Background information
- Also known as: Richard Bunger Richard B. Evans
- Born: June 1, 1942 Allentown, Pennsylvania
- Died: November 27, 2025 (aged 83)
- Occupations: Composer, pianist, author
- Instrument: Piano
- Website: www.richardbevans.com

= Richard Bunger Evans =

American composer and pianist

Richard Bunger Evans, also known as Richard Bunger (1942–2025) is an American composer and pianist. He has composed and performed music for opera, musical theatre, string orchestra, and chamber music, In commemoration of Ireland's 1916 Easter Rising, he composed Ireland's Poet-Patriots, an oratorio that premiered on the centenary at San Francisco's Grace Cathedral, and was performed again in October 2017 at the National Cathedral in Washington, DC. Evans also contributed music to the Ken Burns documentary miniseries, The American Revolution (2025). During his 17-year career as a music professor, he founded the first American electronic music and recording program.

== Early life and education ==

Richard Bunger Evans was born in Allentown, Pennsylvania in 1942. He lived in a children's home from birth until the age of 3. In 1945, he was adopted by Henry and Minnie Bunger of Fountain Hill, Pennsylvania, and attended public schools there until his graduation in 1960.
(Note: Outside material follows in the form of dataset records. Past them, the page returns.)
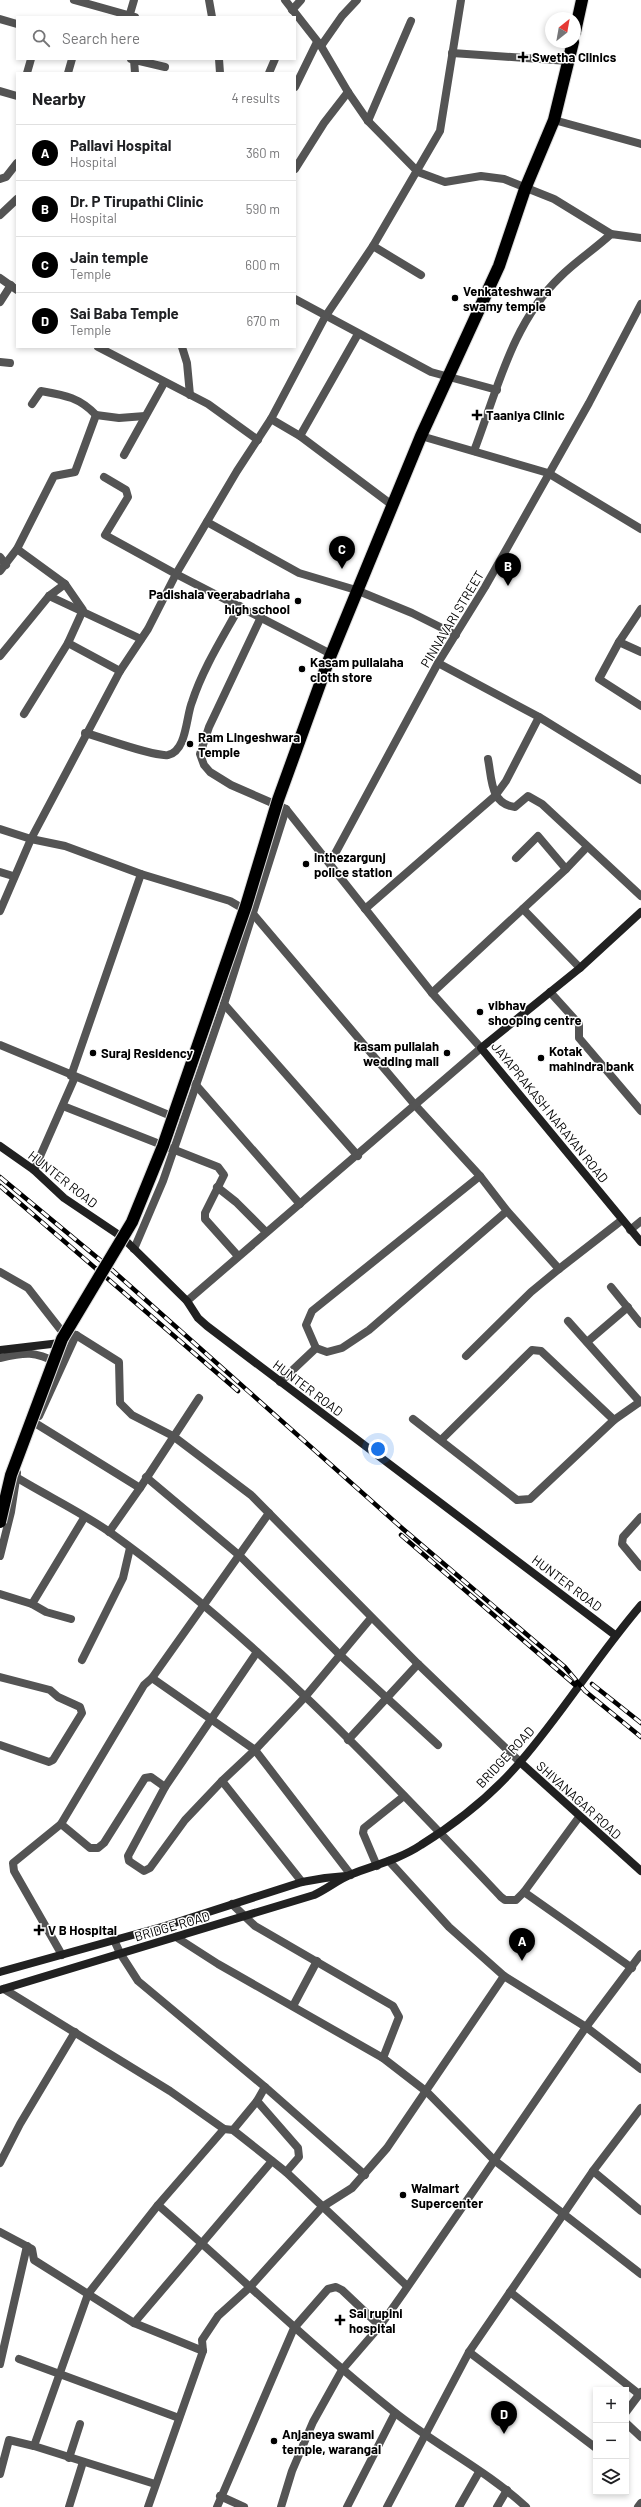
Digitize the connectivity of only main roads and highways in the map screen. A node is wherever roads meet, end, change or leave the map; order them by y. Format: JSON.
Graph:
{"nodes":[{"id":1,"x":582,"y":0,"type":"edge"},
{"id":2,"x":579,"y":12,"type":"edge"},
{"id":3,"x":571,"y":48,"type":"edge"},
{"id":4,"x":0,"y":1522,"type":"edge"}],
"edges":[{"from":1,"to":2,"type":"highway"},
{"from":3,"to":4,"type":"highway","bridge":true}]}
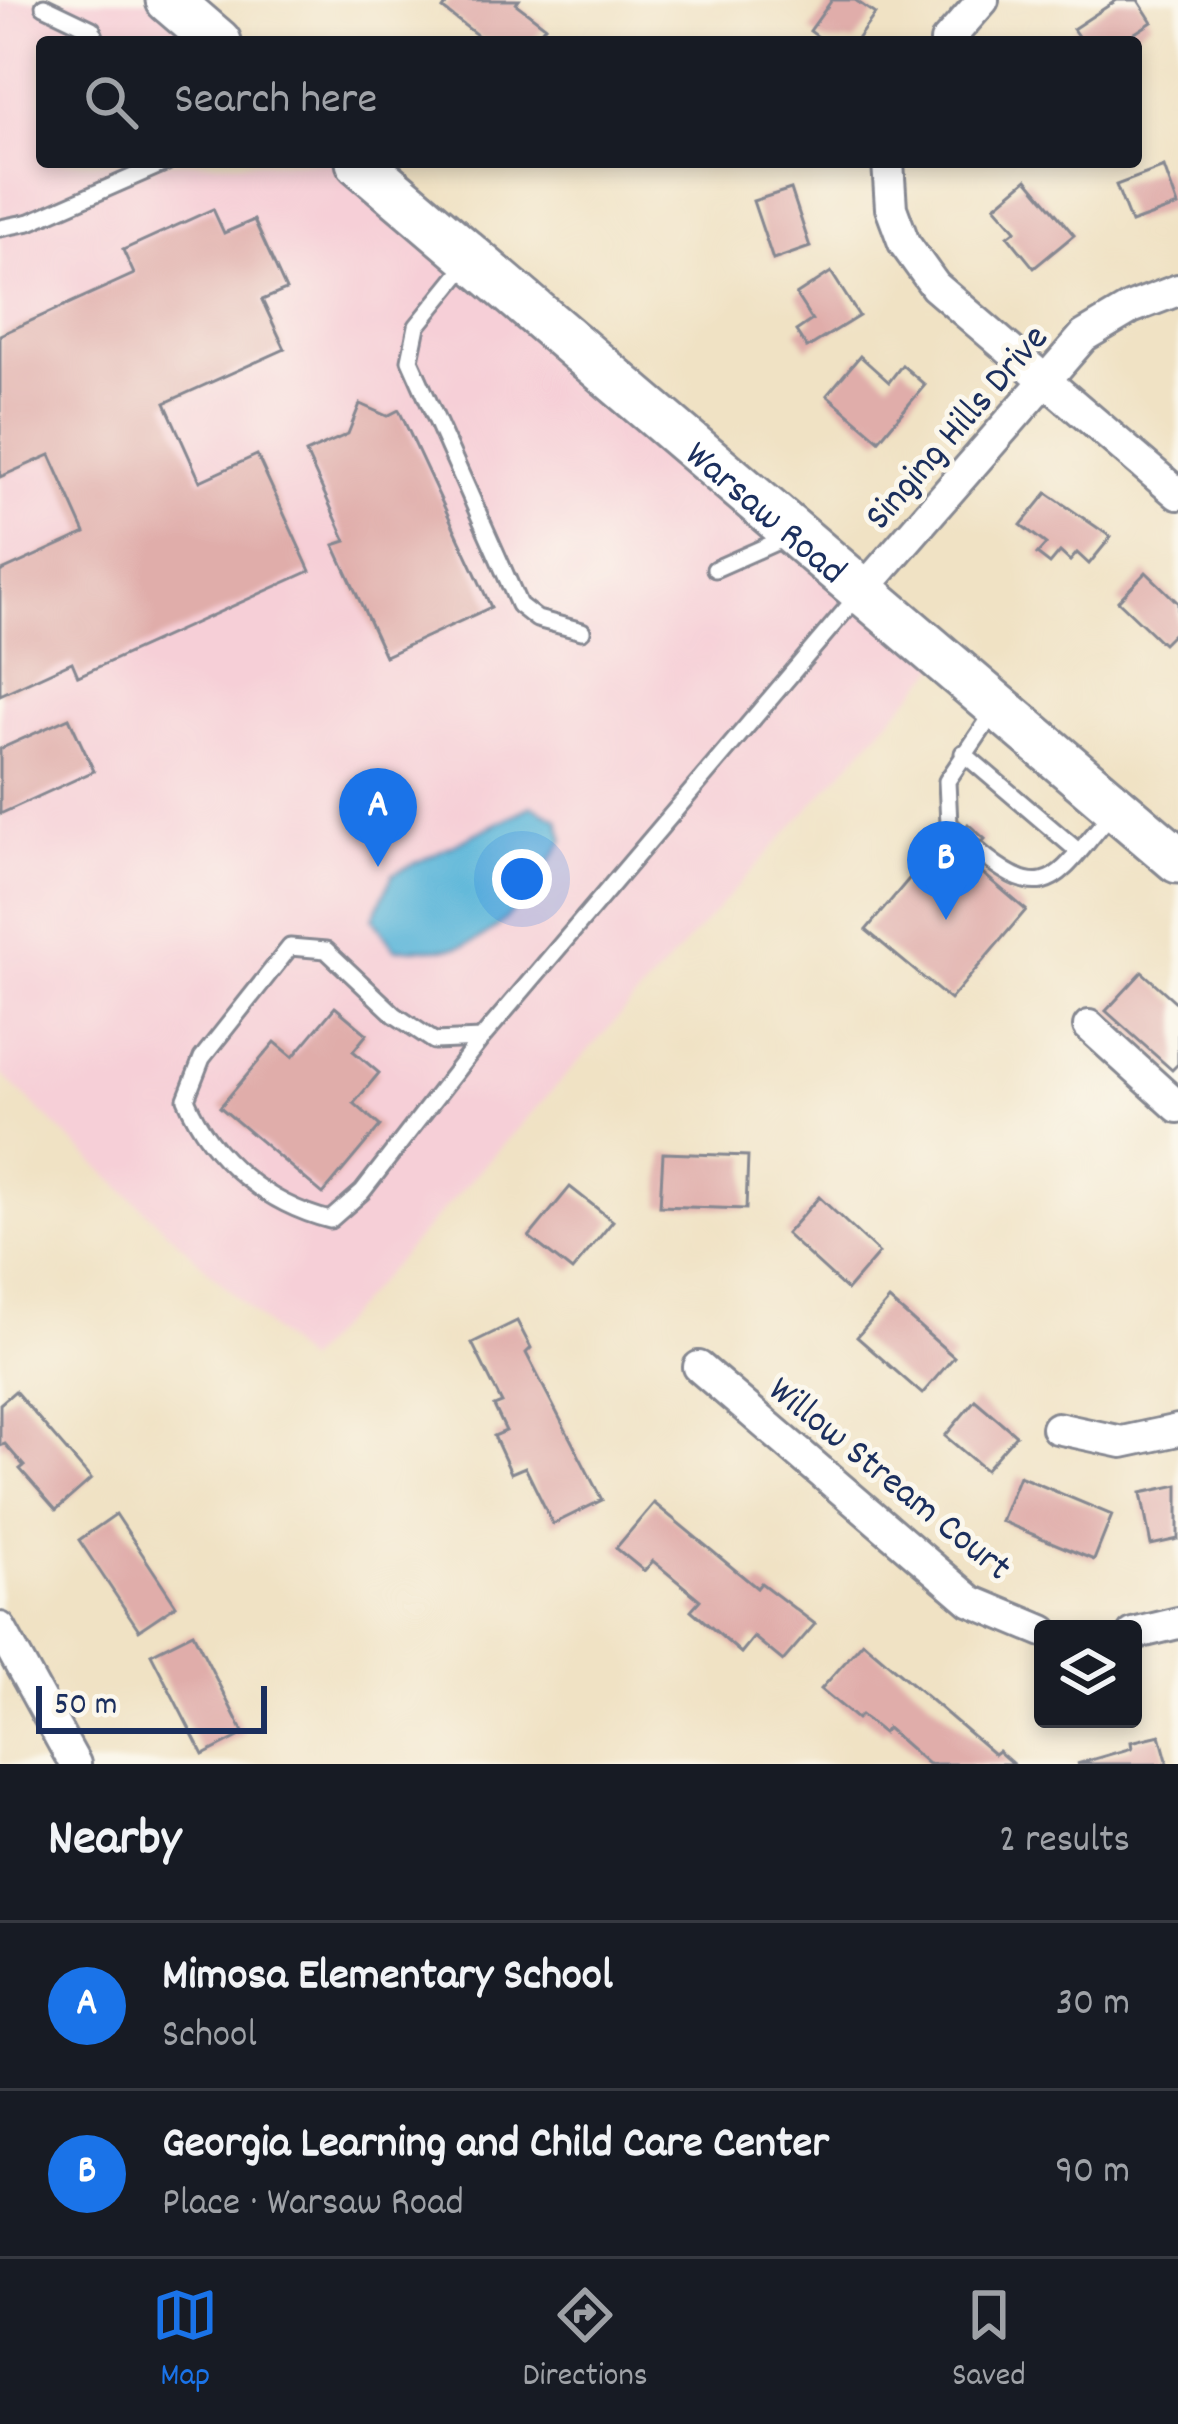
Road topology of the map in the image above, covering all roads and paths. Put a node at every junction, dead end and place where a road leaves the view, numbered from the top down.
1 (169, 0) edge
2 (983, 0) edge
3 (44, 6) dead end
4 (95, 36) edge
5 (211, 36) edge
6 (951, 36) edge
7 (149, 168) edge
8 (366, 168) edge
9 (889, 168) edge
10 (0, 228) edge
11 (472, 259) junction
12 (1178, 290) edge
13 (1043, 379) junction
14 (1178, 494) edge
15 (789, 529) junction
16 (715, 569) dead end
17 (862, 591) junction
18 (582, 631) dead end
19 (998, 706) junction
20 (963, 753) junction
21 (1116, 808) junction
22 (959, 835) dead end
23 (976, 849) dead end
24 (1078, 851) junction
25 (1178, 860) edge
26 (1089, 1026) dead end
27 (481, 1040) junction
28 (1178, 1107) edge
29 (699, 1367) dead end
30 (1057, 1428) dead end
31 (1178, 1430) edge
32 (1178, 1623) edge
33 (1034, 1627) edge
34 (0, 1628) edge
35 (1142, 1632) edge
36 (75, 1764) edge

1 - 5 street
2 - 6 street
3 - 4 lane
7 - 10 lane
8 - 11 street, Warsaw Road
9 - 13 street
11 - 15 street, Warsaw Road
11 - 18 lane
12 - 13 street, Singing Hills Drive
13 - 14 street
13 - 17 street, Singing Hills Drive
15 - 16 lane
15 - 17 street, Warsaw Road
17 - 19 street, Warsaw Road
17 - 27 lane
19 - 20 lane
19 - 21 street, Warsaw Road
20 - 22 lane
20 - 24 lane
21 - 24 lane
21 - 25 street, Warsaw Road
23 - 24 lane
26 - 28 street
27 - 27 lane
29 - 33 street, Willow Stream Court
30 - 31 street
32 - 35 street
34 - 36 street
Evans graduated from Oberlin College where he obtained a B.Mus. in 1964. Evans continued at the University of Illinois and earned a master's degree in music in 1966.

==Career==
During his post-graduate studies, he taught at Queens University of Charlotte. In 1968 Evans accepted a position at Oberlin Conservatory to teach music theory. He then moved to Los Angeles, California where he worked as a jazz pianist, and in 1970 accepted a professorship at California State University, Dominguez Hills (CSUDH). Here he founded and directed the Electronic Music & Recording Program (EM&R), an interdisciplinary degree program among the departments of music, physics, and media. EM&R became a prototype for similar programs across the country. Evans was named Outstanding Professor 1981–1982 of the 23-campus California State University system, as well as wrote the music and contributed to the lyric for CSUDH's alma mater.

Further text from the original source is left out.